Dr Simon Lord – Blood Cancer Awareness Month

Dr Simon Lord is a Senior Clinical Researcher in Experimental Cancer Therapeutics and Honorary Consultant in Medical Oncology who specialises in the treatment of breast cancer. He is based in the Early Phase Clinical Trials Unit at the Oxford Cancer Centre at the Churchill Hospital. He undertook clinical training in Southampton, Leeds and Oxford and in 2010 was awarded a CRUK Clinical Research Fellowship with Professor Adrian Harris at the Weatherall Institute of Molecular Medicine in Oxford, subsequently earning a DPhil for his work investigating therapeutic approaches to target mitochondria in breast cancer.  Simon’s research interests focus on the development of new drugs and imaging for the treatment of breast cancer and he is principal or chief investigator on a number of clinical trials.

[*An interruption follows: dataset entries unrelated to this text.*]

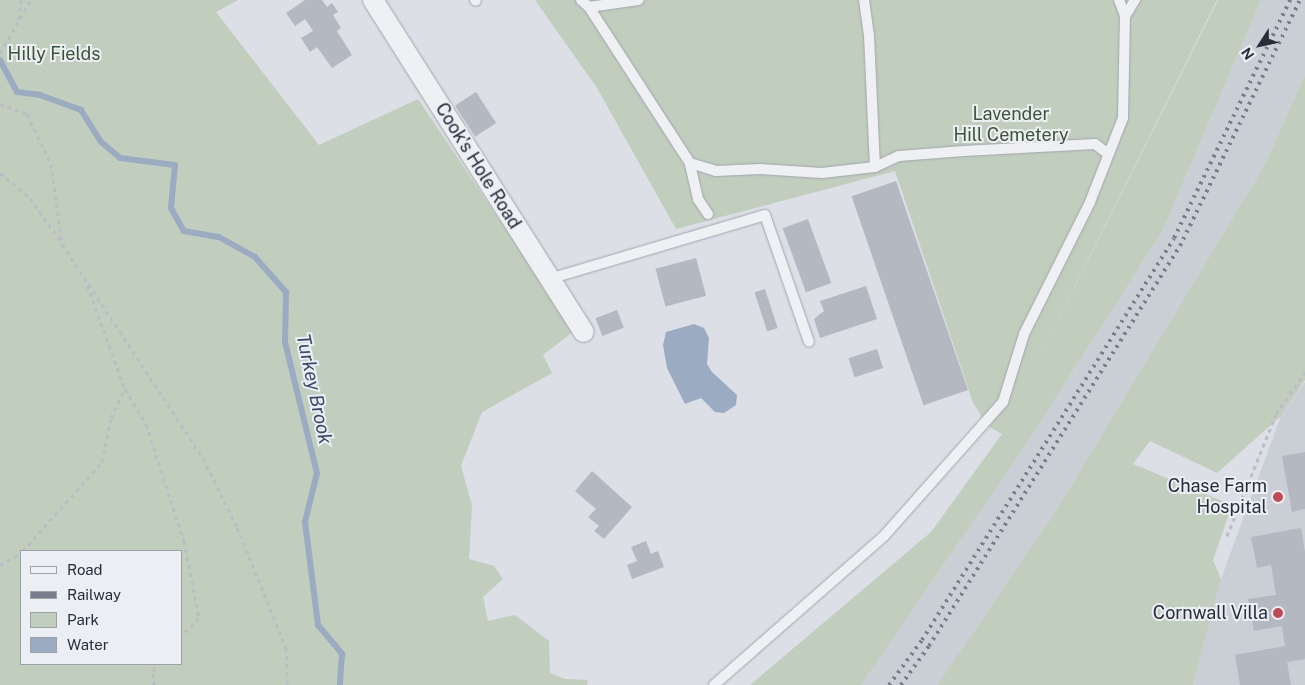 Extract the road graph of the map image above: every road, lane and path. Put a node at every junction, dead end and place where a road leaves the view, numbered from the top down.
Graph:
1 (21, 0) edge
2 (31, 0) edge
3 (373, 0) edge
4 (639, 0) edge
5 (864, 0) edge
6 (1118, 0) edge
7 (1135, 0) edge
8 (585, 4) edge
9 (1125, 16) junction
10 (19, 22) junction
11 (0, 53) edge
12 (0, 104) edge
13 (1108, 153) junction
14 (690, 163) junction
15 (875, 167) junction
16 (0, 174) edge
17 (708, 214) dead end
18 (62, 244) junction
19 (549, 279) junction
20 (584, 332) dead end
21 (809, 342) dead end
22 (1305, 372) edge
23 (125, 389) junction
24 (1227, 536) dead end
25 (24, 550) edge
26 (20, 553) edge
27 (0, 565) edge
28 (182, 635) edge
29 (156, 665) edge
30 (154, 685) edge
31 (287, 685) edge
32 (714, 685) edge

1 - 10 path
2 - 10 path
3 - 19 street, Cook's Hole Road
4 - 8 lane
5 - 15 lane
6 - 9 lane
7 - 9 lane
8 - 14 lane
9 - 13 lane
10 - 11 path
12 - 18 path
13 - 15 lane
13 - 32 lane
14 - 15 lane
14 - 17 lane
16 - 18 path
18 - 23 path
18 - 31 path
19 - 20 street, Cook's Hole Road
19 - 21 lane
22 - 24 path
23 - 25 path
23 - 28 path
26 - 27 path
29 - 30 path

In order to grow and proliferate rapidly, cancer cells have high requirements for nutrients and energy.  Tumours often have a poor blood supply leading to low nutrient and oxygen levels and an acidic environment. Additionally, alterations in the genetic control of cancer cells can change how these cells use nutrients in specific ways. Hence, ‘cancer metabolism’ is typically very different from normal cells. Our work aims to exploit these differences in order to find treatment vulnerabilities. In this context we are trying to understand whether targeting mitochondria, ‘the energy powerhouses’ of cells can be used for cancer treatment. Mitochondria sit at a critical crossroads in the determination as to how nutrients are used by all cells, for example, in the manufacture of fats subsequently used to make new cell membranes required for the growth and proliferation of new cancer cells. We are using genetic techniques to investigate how metformin, a diabetes drug, affects breast cancer mitochondria and to understand how we might determine which patients might be more likely to benefit from metformin and other drugs that target mitochondria. Separately we wish to learn how breast cancers that develop in overweight patients might function differently in terms of which nutrients they use to grow and proliferate. Lastly, we are also investigating how new imaging techniques can exploit ‘cancer metabolism’ and how these novel scans might give us extra information about the behaviour of breast cancer and susceptibility to drug treatments.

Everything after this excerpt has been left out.